In the majority of mouse models of ALS, transgenic TDP-43 is predominantly found in the nucleus [10-12], while in the TDP-43 transgenic pig model, pathological features of TDP-43 mislocalization in the cytoplasm and nuclear depletion similar to those observed in patients are displayed [13]. Additionally, previous studies have shown that in non-human primate models of ALS, local injection of TDP-43 resulted in its predominant localization in the cytoplasm [14, 15]. These findings suggest that non-human primate models can serve as a platform for evaluating therapies targeting TDP-43-triggered neuropathology.

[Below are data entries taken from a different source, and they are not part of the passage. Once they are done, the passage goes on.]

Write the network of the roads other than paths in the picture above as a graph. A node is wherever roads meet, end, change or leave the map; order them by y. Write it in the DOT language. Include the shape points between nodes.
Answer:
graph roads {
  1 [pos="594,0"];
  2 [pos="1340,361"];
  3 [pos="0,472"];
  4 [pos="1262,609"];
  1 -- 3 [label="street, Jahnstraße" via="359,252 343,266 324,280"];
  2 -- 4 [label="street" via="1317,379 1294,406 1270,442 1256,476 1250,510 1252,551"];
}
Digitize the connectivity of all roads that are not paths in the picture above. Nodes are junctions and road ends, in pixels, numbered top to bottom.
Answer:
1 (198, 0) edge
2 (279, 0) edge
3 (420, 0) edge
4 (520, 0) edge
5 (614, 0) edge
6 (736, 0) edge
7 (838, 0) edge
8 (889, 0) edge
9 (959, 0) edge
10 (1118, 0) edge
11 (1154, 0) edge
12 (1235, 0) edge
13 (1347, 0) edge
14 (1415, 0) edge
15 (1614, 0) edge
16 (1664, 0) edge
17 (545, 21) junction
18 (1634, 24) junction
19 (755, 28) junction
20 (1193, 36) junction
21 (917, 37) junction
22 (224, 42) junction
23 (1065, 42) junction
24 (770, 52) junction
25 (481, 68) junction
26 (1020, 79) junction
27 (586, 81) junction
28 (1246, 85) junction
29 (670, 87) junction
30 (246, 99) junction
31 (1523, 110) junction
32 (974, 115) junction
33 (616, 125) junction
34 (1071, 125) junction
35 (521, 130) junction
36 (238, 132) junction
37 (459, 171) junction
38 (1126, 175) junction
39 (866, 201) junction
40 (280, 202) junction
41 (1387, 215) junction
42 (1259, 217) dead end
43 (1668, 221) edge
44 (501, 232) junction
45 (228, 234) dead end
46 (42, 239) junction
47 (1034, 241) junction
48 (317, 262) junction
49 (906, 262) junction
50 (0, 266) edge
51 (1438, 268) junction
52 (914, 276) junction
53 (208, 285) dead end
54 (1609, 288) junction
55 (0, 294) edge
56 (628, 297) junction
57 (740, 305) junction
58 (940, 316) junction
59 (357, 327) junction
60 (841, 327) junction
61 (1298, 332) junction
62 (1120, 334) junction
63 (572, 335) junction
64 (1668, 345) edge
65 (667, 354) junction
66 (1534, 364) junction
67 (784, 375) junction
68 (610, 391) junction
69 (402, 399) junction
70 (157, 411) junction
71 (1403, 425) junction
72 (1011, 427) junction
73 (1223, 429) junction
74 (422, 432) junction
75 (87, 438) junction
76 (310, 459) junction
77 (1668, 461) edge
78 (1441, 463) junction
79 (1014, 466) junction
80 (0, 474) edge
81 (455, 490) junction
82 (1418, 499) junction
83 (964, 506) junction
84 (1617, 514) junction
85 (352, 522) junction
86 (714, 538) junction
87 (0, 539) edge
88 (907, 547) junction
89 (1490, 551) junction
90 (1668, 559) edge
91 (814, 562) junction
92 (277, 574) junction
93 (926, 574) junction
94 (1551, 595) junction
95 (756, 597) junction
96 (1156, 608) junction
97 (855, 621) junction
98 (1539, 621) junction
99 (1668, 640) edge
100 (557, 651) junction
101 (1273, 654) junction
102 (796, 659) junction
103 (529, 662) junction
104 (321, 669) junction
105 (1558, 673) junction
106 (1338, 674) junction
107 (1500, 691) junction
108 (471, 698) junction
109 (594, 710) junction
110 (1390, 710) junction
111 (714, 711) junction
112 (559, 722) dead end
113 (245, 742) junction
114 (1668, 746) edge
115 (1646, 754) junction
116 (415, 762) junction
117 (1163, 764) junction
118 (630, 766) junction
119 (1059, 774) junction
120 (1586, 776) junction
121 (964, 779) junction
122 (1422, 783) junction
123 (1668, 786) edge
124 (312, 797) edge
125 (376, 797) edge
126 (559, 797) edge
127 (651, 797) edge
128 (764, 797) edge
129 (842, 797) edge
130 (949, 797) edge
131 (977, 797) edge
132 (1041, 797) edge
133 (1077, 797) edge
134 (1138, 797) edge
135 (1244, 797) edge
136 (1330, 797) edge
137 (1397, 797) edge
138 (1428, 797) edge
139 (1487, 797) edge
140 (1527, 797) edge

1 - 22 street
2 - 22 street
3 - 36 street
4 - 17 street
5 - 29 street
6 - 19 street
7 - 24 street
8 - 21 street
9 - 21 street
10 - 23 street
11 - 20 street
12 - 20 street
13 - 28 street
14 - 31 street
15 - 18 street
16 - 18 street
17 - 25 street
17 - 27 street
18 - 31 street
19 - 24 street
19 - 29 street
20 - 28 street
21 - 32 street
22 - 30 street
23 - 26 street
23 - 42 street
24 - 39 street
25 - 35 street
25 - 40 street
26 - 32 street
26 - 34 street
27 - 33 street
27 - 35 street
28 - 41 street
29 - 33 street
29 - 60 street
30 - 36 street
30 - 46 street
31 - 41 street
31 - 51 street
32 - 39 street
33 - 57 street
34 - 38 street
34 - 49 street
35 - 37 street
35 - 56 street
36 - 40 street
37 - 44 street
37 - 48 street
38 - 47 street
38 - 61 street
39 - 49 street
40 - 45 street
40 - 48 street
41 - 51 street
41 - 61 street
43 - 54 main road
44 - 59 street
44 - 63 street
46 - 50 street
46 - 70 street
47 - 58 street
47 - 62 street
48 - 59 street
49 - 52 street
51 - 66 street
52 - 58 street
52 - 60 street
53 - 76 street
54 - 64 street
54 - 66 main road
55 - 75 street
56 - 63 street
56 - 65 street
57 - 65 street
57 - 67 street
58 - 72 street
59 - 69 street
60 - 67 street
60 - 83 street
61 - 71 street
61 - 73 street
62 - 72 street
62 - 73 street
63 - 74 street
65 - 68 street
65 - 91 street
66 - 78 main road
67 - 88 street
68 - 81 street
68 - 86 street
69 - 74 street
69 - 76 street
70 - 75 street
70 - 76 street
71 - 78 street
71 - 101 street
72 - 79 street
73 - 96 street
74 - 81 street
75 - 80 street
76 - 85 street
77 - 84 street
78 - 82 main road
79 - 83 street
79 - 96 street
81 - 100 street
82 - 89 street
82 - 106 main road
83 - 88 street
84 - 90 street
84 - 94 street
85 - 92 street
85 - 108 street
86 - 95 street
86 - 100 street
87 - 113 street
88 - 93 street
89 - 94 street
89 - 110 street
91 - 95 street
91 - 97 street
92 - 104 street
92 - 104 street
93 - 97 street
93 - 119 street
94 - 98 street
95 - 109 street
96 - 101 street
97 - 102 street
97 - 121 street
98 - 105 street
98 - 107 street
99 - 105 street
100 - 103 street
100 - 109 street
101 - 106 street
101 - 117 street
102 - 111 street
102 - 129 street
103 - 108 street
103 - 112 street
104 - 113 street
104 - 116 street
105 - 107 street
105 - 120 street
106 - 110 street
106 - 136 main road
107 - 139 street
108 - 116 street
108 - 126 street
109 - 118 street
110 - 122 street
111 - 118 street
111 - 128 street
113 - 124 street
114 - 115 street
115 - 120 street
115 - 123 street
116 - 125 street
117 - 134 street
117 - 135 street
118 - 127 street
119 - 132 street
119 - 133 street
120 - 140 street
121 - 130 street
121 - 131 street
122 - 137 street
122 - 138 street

Stem cell transplantation has emerged as a potent new strategy to treat a variety of degenerative diseases that currently lack specific or effective treatments [16]. This potential stems from the notable plasticity of stem cells and their capacity to differentiate into diverse neuronal types [17]. By modulating the host microenvironment to inhibit inflammation, replacing damaged neurons, and exerting required therapeutic effects, stem cell therapy holds great promise [18]. However, challenges such as cell transplantation techniques and immunosuppression remain in stem cell research [19, 20]. In the context of stem cell therapy for ALS, various cell types are considered, including neural stem cells (NSCs), mesenchymal stem cells (MSCs), glial-restricted progenitor cells (GRPs), embryonic stem cells (ESCs), and induced pluripotent stem cells (iPSCs) [21]. In the SOD-1 transgenic rats, both hNSCs and hESCs have demonstrated advantageous outcomes, delaying disease onset and progression [22-25]. However, the limited efficiency of neuronal differentiation and ethical issues constrain the extensive application of hNSCs and hESCs [26, 27]. MSCs have attracted attention due to their low immunogenicity and their capacity to elevate Glial cell line-derived neurotrophic factor (GDNF) levels following transplantation [28], but their ability to differentiate into neurons remains to be defined [29]. Since glial dysfunction critically contributes to neuropathology [30-32], hGRP transplantation has been considered as a potential therapeutic approach to replace pathological glial cells. Nevertheless, a study employing human fetal forebrain hGRP transplantation found no observable therapeutic benefits [33]. The low efficacy of stem cell therapy can often be attributed to the host environment's immunogenic reaction towards the transplanted cells.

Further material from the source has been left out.